I recently posted why I think that to excel in QA and in Programming are mutually exclusive. Today I'd like to introduce you to a tool I find very useful for a software project's evolution, even if it may seem to contradict my previous claims (it doesn't contradict, really, it just seems to)...

On QA Day all programmers become QA engineers for one day. Typically, the QA team/department leader is responsible to divide the work between her temporary "employees". She's the actual boss for the day, and all programmers (including team leaders) must follow her orders. With large teams, some of the QA engineers move between the programmers to help them out with things they don't know, the rest participate in testing with the programmers. A primary requirement is that a programmer will test the parts of the application she hasn't written. I know that the previous statement was in bold, but I want to emphasize it again: putting a programmer to test a feature she has written would be a complete waste of time and miss the whole point of QA Day.

Which brings us to the inevitable question - what's the point? Why would you waste the programmers' valuable time doing stuff I claim myself they cannot be really good at (assuming you have really good programmers)?

  1. By putting a lot of efforts in QA for a short period of time, you can often produce a rather good overview of the real fitness of your application.
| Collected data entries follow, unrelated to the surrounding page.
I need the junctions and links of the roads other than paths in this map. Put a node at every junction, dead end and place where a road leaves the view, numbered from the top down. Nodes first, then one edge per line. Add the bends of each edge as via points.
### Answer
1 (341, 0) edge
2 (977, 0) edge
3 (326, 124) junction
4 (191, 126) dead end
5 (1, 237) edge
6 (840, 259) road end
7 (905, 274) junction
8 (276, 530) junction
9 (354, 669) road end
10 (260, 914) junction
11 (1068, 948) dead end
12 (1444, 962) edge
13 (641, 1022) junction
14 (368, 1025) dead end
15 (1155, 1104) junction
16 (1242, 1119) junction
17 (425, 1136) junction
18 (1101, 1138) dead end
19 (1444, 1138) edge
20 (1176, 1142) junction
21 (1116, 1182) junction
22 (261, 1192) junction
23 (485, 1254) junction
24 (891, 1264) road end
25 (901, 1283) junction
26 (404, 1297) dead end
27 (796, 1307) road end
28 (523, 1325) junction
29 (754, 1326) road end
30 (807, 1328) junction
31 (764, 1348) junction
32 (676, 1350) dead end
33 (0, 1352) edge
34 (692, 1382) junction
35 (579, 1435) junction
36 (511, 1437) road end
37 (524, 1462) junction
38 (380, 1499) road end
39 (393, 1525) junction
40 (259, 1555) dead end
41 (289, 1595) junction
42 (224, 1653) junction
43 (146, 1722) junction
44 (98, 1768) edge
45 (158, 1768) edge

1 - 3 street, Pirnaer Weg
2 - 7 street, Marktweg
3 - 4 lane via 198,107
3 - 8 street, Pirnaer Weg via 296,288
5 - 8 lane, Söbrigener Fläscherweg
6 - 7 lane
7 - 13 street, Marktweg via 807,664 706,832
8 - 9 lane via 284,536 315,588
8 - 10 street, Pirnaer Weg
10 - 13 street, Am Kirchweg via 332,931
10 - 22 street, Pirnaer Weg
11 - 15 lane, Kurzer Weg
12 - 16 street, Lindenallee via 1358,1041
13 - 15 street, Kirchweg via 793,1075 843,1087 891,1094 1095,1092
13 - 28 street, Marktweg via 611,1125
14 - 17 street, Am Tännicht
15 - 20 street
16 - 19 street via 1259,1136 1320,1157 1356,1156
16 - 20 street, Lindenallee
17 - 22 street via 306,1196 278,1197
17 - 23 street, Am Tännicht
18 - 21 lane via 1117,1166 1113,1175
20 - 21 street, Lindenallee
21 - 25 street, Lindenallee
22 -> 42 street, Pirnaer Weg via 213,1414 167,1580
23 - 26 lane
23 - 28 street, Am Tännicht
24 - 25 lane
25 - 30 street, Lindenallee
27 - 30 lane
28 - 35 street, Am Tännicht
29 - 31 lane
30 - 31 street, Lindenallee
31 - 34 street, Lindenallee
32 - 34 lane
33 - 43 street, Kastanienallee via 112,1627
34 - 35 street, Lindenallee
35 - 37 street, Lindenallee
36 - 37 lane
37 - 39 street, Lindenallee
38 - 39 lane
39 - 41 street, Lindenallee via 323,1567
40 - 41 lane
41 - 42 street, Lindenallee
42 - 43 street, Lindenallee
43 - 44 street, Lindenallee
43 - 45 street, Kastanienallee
When done at the right timing, QA Day is an invaluable tool to find out where you stand and how you are going to meet your deadlines. Do it too early, and you will have large parts of your release uncovered. Do it too late, and you might find yourself with much more bugs than time allows to handle. Do it on time, and you'll know where you stand and have the time to act accordingly - in one day!!!
  2. All programmers know the features they work on perfectly (hopefully). They are usually also well acquainted with some other portions of the application. We all have, however, "black zones" - parts of the applications we don't know at all (even at a user level). By forcing programmers to test their "black zones" you gain twice:
    1. The programmers get to know the whole application to a much better degree, which will open their mind and let them see the "whole picture". This in itself could be enough a reason to do a QA Day once in a while.
    2. Since they are not familiar with the features they are testing, they are a pretty good simulation of a "dumb user". In most cases you will see that programmers testing something in their "black zones" tend to behave like the most stupid of users. I don't know why it is, but it's so - I tend to ask the most stupid of questions in such situations, and so does every programmer I know. This level of "innocence" exists with QA engineers the first time they work on a feature. However, it evaporates extremely fast, leaving you with no way to really see how a new user would react. The programmer is a pretty good tabula rasa for this.
  3. For weeks/months/years your application is being tested by the same persons over and over again. QA Day is an excellent way to refresh that - programmers will find errors in the test procedures, missing parts, propose improvements, etc. Good programmers are lazy people. As such, they will always try to find ways to work less. The idea is to leverage this characteristic to improve the test procedures.
  4. Programmers tend to underestimate how hard it is to do QA. After one QA Day, the most bragging programmer will start to see things otherwise. It is also an invaluable way of improving communication between QA engineers and programmers and yields to better cooperation in the future.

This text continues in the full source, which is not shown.